Отрицание какого-нибудь факта не есть нечто невинное, по себе безразличное, но оно имеет дурное нравственное значение. В том обстоятельстве, что христианство обратило свой символ веры в чувственные, то есть в неоспоримые, неприкосновенные факты, то есть чувственными фактами поработило разум, мы видим истинное, конечное и первичное основание объяснения, почему и каким образом в христианстве, и не только в католическом, но и в протестантском формально и торжественно был высказан и установлен принцип, что ересь, то есть отрицание какого-нибудь вероучительного факта или представления, есть преступление, наказуемое светской властью. Чувственный факт в теории обратился на практике в чувственное насилие. В этом отношении христианство стоит гораздо ниже магометанства, по крайней мере Корана, которому неведомо преступление ереси.
«Боги нередко проявляют свое присутствие» (Цицерон, De nat. deorum. I, II).
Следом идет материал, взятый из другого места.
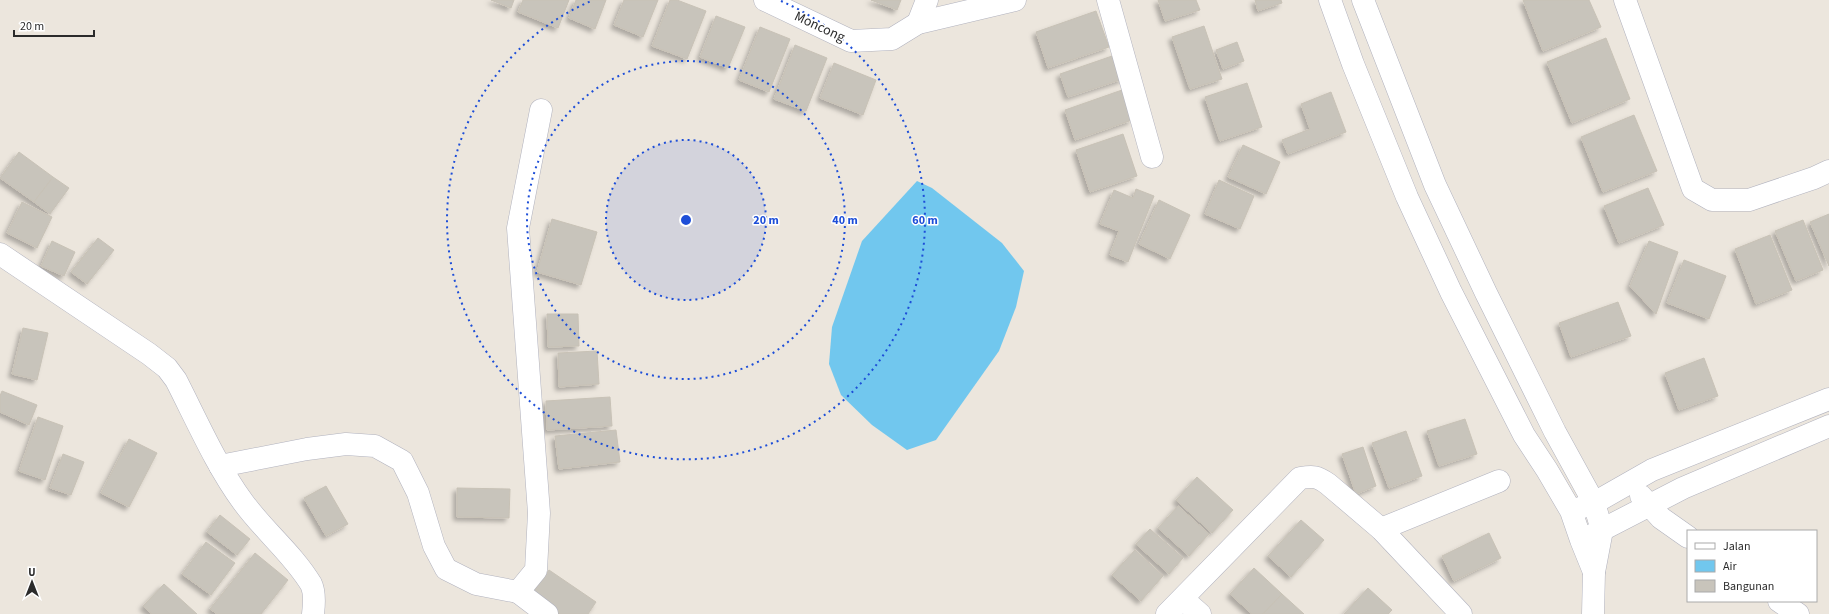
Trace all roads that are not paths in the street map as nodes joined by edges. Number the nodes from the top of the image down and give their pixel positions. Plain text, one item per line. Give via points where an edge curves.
1 (765, 0) edge
2 (927, 0) edge
3 (1015, 0) edge
4 (1108, 0) edge
5 (1330, 0) edge
6 (1363, 0) edge
7 (1625, 0) edge
8 (918, 23) junction
9 (541, 110) dead end
10 (1152, 157) dead end
11 (1829, 171) edge
12 (0, 254) edge
13 (1829, 399) edge
14 (1829, 426) edge
15 (220, 466) junction
16 (1499, 481) dead end
17 (1631, 482) junction
18 (1594, 502) junction
19 (1650, 506) junction
20 (1571, 511) junction
21 (1381, 528) junction
22 (1602, 530) junction
23 (1687, 536) edge
24 (1581, 540) junction
25 (1594, 572) junction
26 (518, 592) junction
27 (1183, 599) junction
28 (1780, 602) edge
29 (313, 614) edge
30 (546, 614) edge
31 (1167, 614) edge
32 (1200, 614) edge
33 (1461, 614) edge
34 (1592, 614) edge
35 (1798, 614) edge

1 - 8 street, Moncong via 851,41 892,39
2 - 8 street
3 - 8 street, Moncong
4 - 10 street
5 - 20 street via 1407,197 1451,292 1524,435 1548,470
6 - 18 street via 1439,192 1538,398
7 - 11 street via 1693,189 1712,200 1749,200
9 - 26 street via 518,228 539,513 536,570
12 - 15 street via 167,368 176,380
13 - 17 street via 1674,461
14 - 19 street via 1683,488
15 - 26 street via 322,447 346,444 375,446 402,461 418,493 434,546 446,569 476,584
15 - 29 street via 242,502 291,557 312,586
16 - 21 street
17 - 18 street
17 - 19 street
18 - 20 street
18 - 22 street
19 - 22 street
19 - 23 street via 1661,518
20 - 24 street
21 - 27 street via 1319,477 1300,478
21 - 33 street
22 - 24 street
22 - 25 street
24 - 25 street
25 - 34 street
26 - 30 street
27 - 31 street
27 - 32 street
28 - 35 street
Сочинения Цицерона «De nat. deor.» и «De divinatione» интересны также особенно потому, что в них истина языческого вероучения обосновывается теми же аргументами, которые ещё и теперь приводятся богословами и положительными мыслителями в защиту христианского вероучения.
Религиозная душа, согласно её раскрытой выше природе, непосредственно уверена в том, что её произвольные движения и определения суть впечатления извне, суть проявления другого существа. Религиозная душа считает себя пассивным, а бога деятельным существом. Бог есть деятельность; но то, что вызывает его деятельность, что обращает его деятельность, прежде всего его всемогущество, в действительную деятельность, подлинный мотив, причину, есть не он сам, – ему ничего не нужно, у него нет потребностей, – а человек, религиозный субъект, или чувство. Но в то же время человек определяется богом, становится существом пассивным; он принимает от бога известные откровения, определенные доказательства его бытия. Таким образом, в откровении человек определяется собой, как основанием, определяющим бога, то есть откровение есть только самоопределение человека, причем посредником между человеком в качестве определяемого и человеком в качестве определяющего является другое существо, другой объект, бог. Посредством бога человек объединяет себя со своей собственной сущностью – бог есть олицетворённый союз между сущностью, родом и индивидом, между человеческой природой и человеческим сознанием.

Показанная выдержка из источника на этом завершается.